P.S. For preparing "21bit UniCode cm3" there is need use boot1 --} make --} boot2 methodology

0

} I found on the WinAPI headers there are comments about "just forgeting Unicode for now"

Looks like this about "Windows UNICODE API" (?)

0

I have examples even...

P.S. I going to public they...

0

} I found on the WinAPI headers there are comments about "just forgeting Unicode for now"

Try utf-8, please

P.S. We have Issue(s) or D-ion(s) about this topic ( about utf-8 vs others UTF standards (?) )

0

Please look at Pull request https://github.com/modula3/cm3/pull/1087

0

} I found on the WinAPI headers there are comments about "just forgeting Unicode for now"

Looks like this about "Windows UNICODE API" (?)

No. Our WinAPI headers doesn't support Unicode version of the APIs so I guess CM3 in general doesn't support Unicode at all. It turns out my guess was wrong.

0

} I found on the WinAPI headers there are comments about "just forgeting Unicode for now"

Looks like this about "Windows UNICODE API" (?)

No. Our WinAPI headers doesn't support Unicode version of the APIs so I guess CM3 in general doesn't support Unicode at all. It turns out my guess was wrong.

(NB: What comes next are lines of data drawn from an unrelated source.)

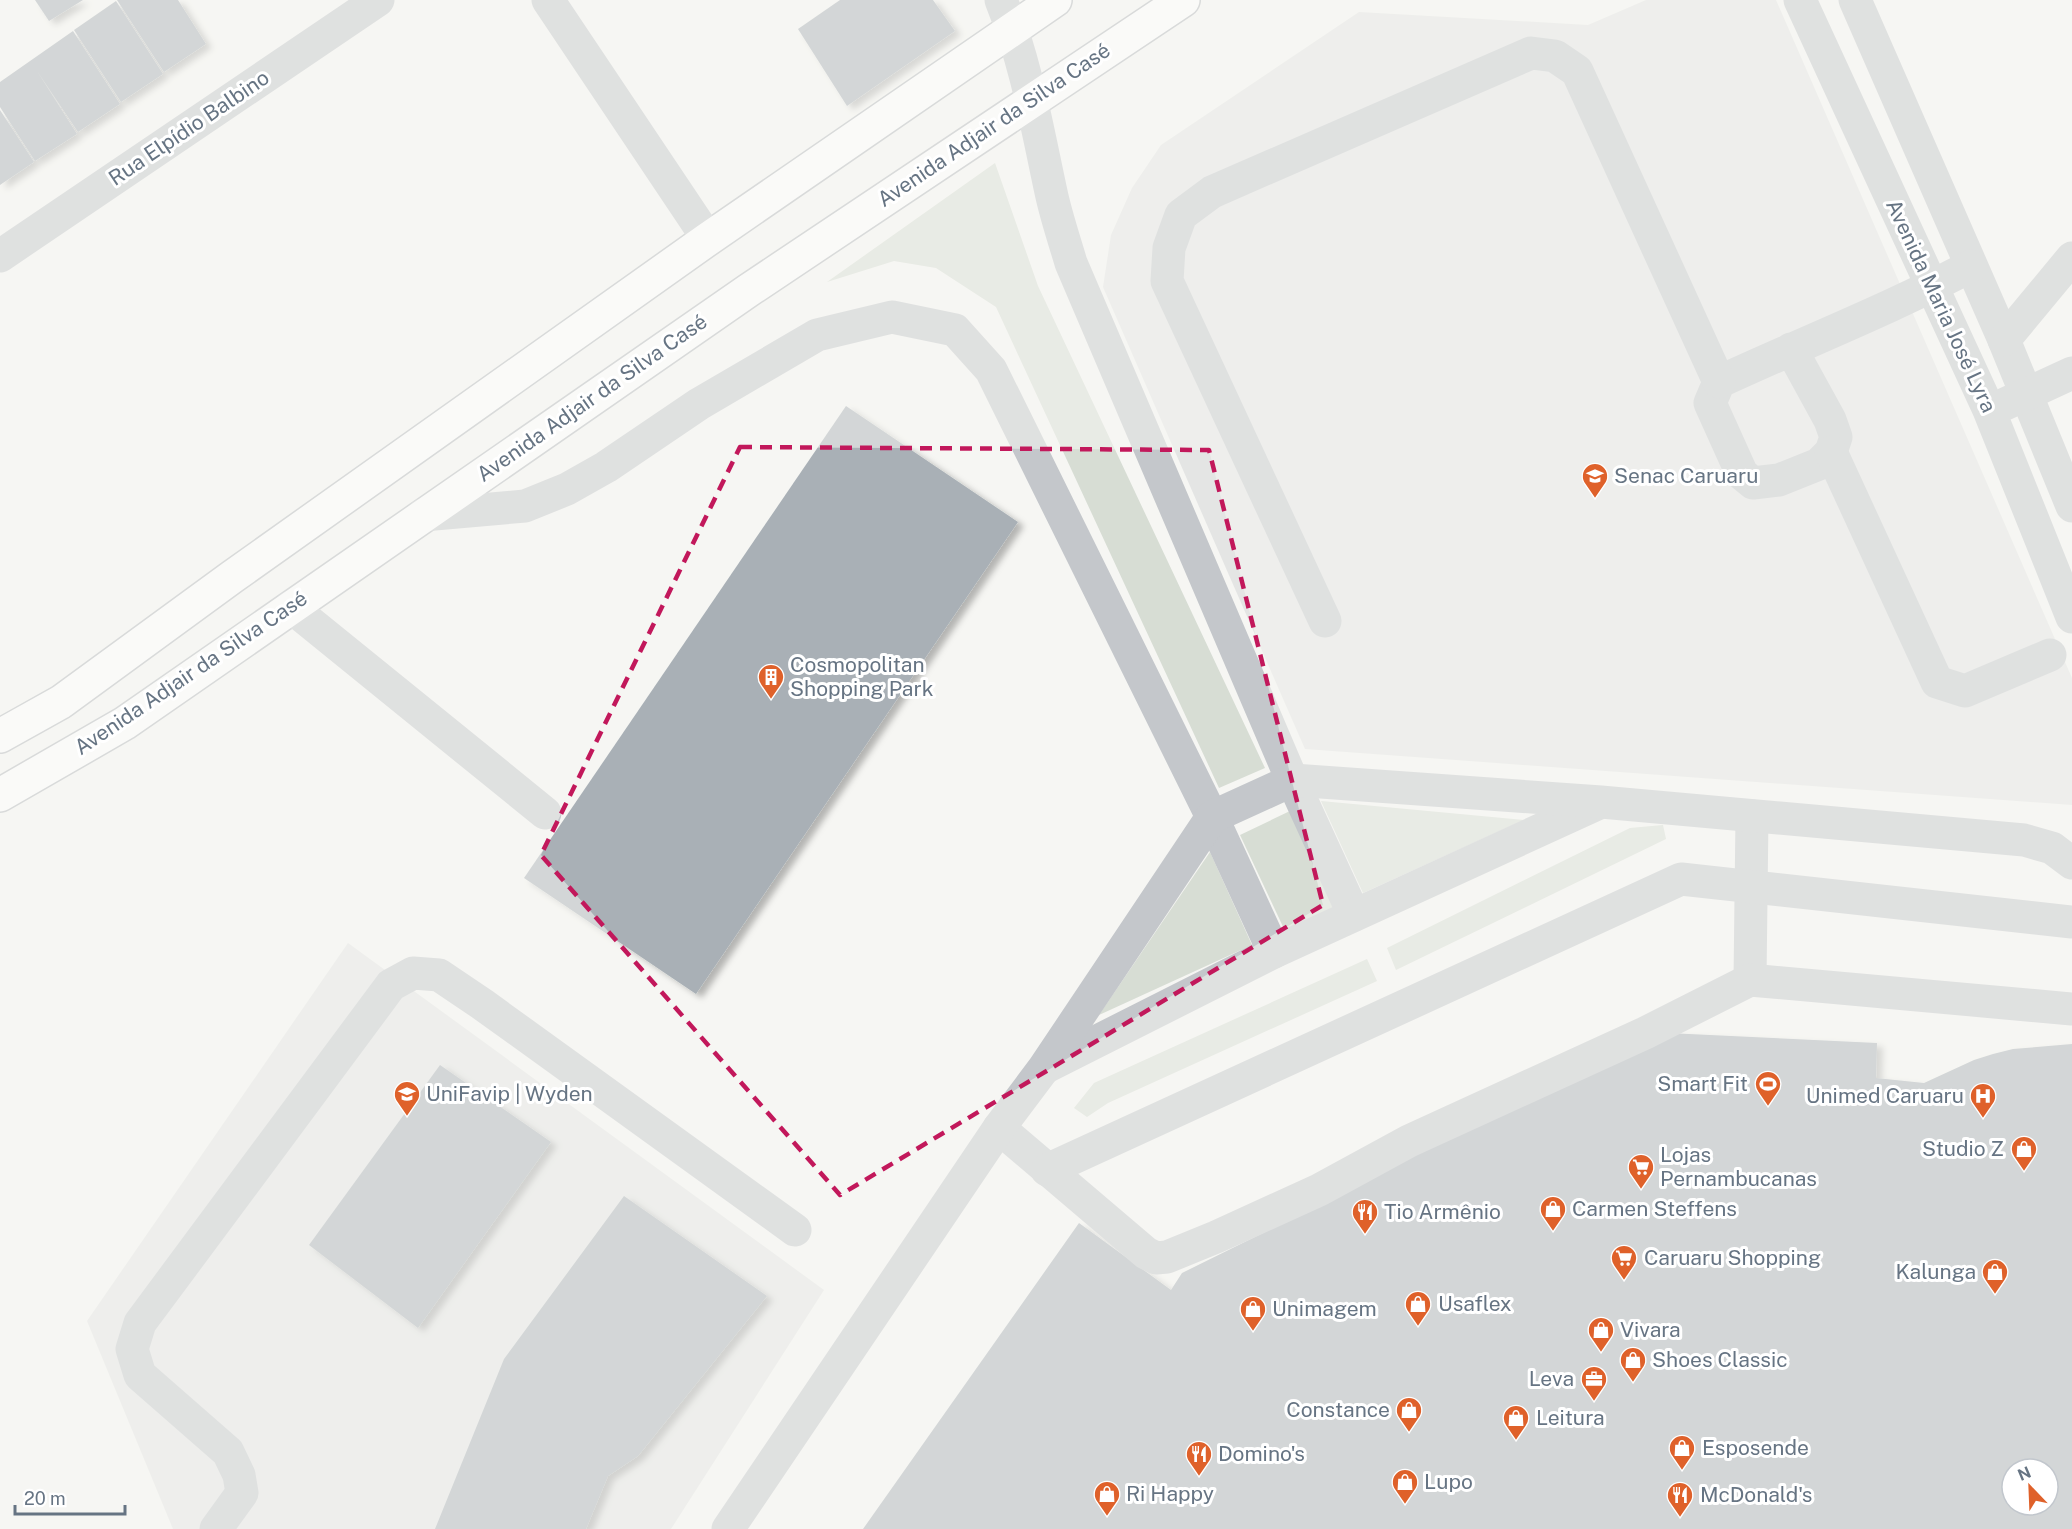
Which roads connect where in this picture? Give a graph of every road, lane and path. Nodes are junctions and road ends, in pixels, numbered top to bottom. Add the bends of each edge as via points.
1 (378, 0) edge
2 (548, 0) edge
3 (1055, 0) edge
4 (1183, 0) edge
5 (1800, 0) edge
6 (1855, 0) edge
7 (1007, 14) edge
8 (1033, 100) junction
9 (708, 239) junction
10 (0, 256) edge
11 (2072, 258) edge
12 (1971, 266) junction
13 (1933, 286) junction
14 (2004, 340) junction
15 (1791, 349) junction
16 (2072, 374) edge
17 (1719, 382) junction
18 (2026, 395) junction
19 (1989, 410) junction
20 (1831, 452) junction
21 (2072, 506) edge
22 (423, 514) junction
23 (291, 607) junction
24 (2072, 617) edge
25 (1325, 621) dead end
26 (2050, 655) dead end
27 (0, 736) edge
28 (1293, 780) junction
29 (0, 795) edge
30 (1601, 802) junction
31 (545, 813) dead end
32 (1752, 816) junction
33 (1212, 817) junction
34 (2072, 863) edge
35 (1751, 887) junction
36 (1354, 915) junction
37 (2072, 922) edge
38 (1274, 952) junction
39 (1750, 981) junction
40 (2072, 1009) edge
41 (1044, 1068) junction
42 (999, 1128) junction
43 (1047, 1170) junction
44 (795, 1230) dead end
45 (216, 1529) edge
46 (728, 1529) edge

1 - 10 street, Rua Elpídio Balbino
2 - 9 street
3 - 7 main road
4 - 8 main road, Avenida Adjair da Silva Casé
5 - 13 street, Avenida Maria José Lyra
6 - 12 street, Avenida Maria José Lyra
7 - 8 street
7 - 9 main road
8 - 22 main road, Avenida Adjair da Silva Casé
8 - 28 street via 1071,263
9 - 27 main road via 60,702
11 - 14 street
12 - 13 street
12 - 14 street, Avenida Maria José Lyra
13 - 15 street
13 - 19 street, Avenida Maria José Lyra
14 - 18 street, Avenida Maria José Lyra
15 - 17 street
15 - 20 street via 1830,420 1836,437
16 - 18 street
17 - 20 street via 1710,403 1742,474 1754,483 1779,480 1819,464
17 - 25 street via 1577,71 1556,56 1532,53 1212,192 1180,215 1169,248 1167,281
18 - 19 street
18 - 21 street, Avenida Maria José Lyra
19 - 24 street, Avenida Maria José Lyra
20 - 26 street via 1937,682 1965,691
22 - 23 main road, Avenida Adjair da Silva Casé
22 - 33 street via 525,506 567,489 699,404 817,335 892,317 955,330 991,370
23 - 29 main road, Avenida Adjair da Silva Casé via 125,723
23 - 31 street
28 - 30 street
28 - 33 street
28 - 36 street
30 - 32 street
30 - 36 street
32 - 34 street via 2024,840 2052,848
32 - 35 street
33 - 38 street
33 - 41 street
35 - 37 street
35 - 39 street
35 - 43 street via 1681,879
36 - 38 street
38 - 41 street
39 - 40 street
39 - 43 street via 1399,1146 1319,1190 1167,1257 1156,1258 1146,1253
41 - 42 street
42 - 43 street
42 - 46 street
44 - 45 street via 439,975 413,973 391,984 140,1323 132,1349 140,1375 228,1452 239,1475 242,1493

I really don't undestand "what is problem?" Write binding than use...

0

On 9/22/22 08:46, jpgpng wrote:

    } I found on the WinAPI headers there are comments about "just forgeting Unicode for now"

Looks like this about "Windows UNICODE API" (?)

No. Our WinAPI headers doesn't support Unicode version of the APIs so I guess CM3 in general doesn't, too. It turns out my guess was wrong.

Yes, CM3 has support of Unicode.  Type CHAR is only 256 values, and Modula-3 specifies it is ISO-Latin-1.  Many years ago, Critical Mass added type WIDECHAR, which was 16-bit, the prevailing bigger character size at the time, also adopted by Java.

A few years ago, I changed WIDECHAR to be Unicode code points, with ORD values of [0..16_10FFFF], with the compiler giving it 32 bits in memory. This means arrays of WIDECHAR are binary identical to UTF-32 in memory, and array subcripts are always one-to-one to code points.  You really need this if you want to do efficient random access by character number.  You can still put variable-length encodings in memory in arrays of whatever-sized elements, if you are masochistic.

There are various escape sequences for WIDECHAR literals.  There are octal (original M3) and hex escapes for both sizes.  So far, the compiler reads only ISO-Latin-1 in source files, so you have to use the escapes for higher-numbered code points in source files.  There has been talk of making the compiler accept alternatives, at least adding UTF-8, and maybe auto-detection, but AFAIK, no action.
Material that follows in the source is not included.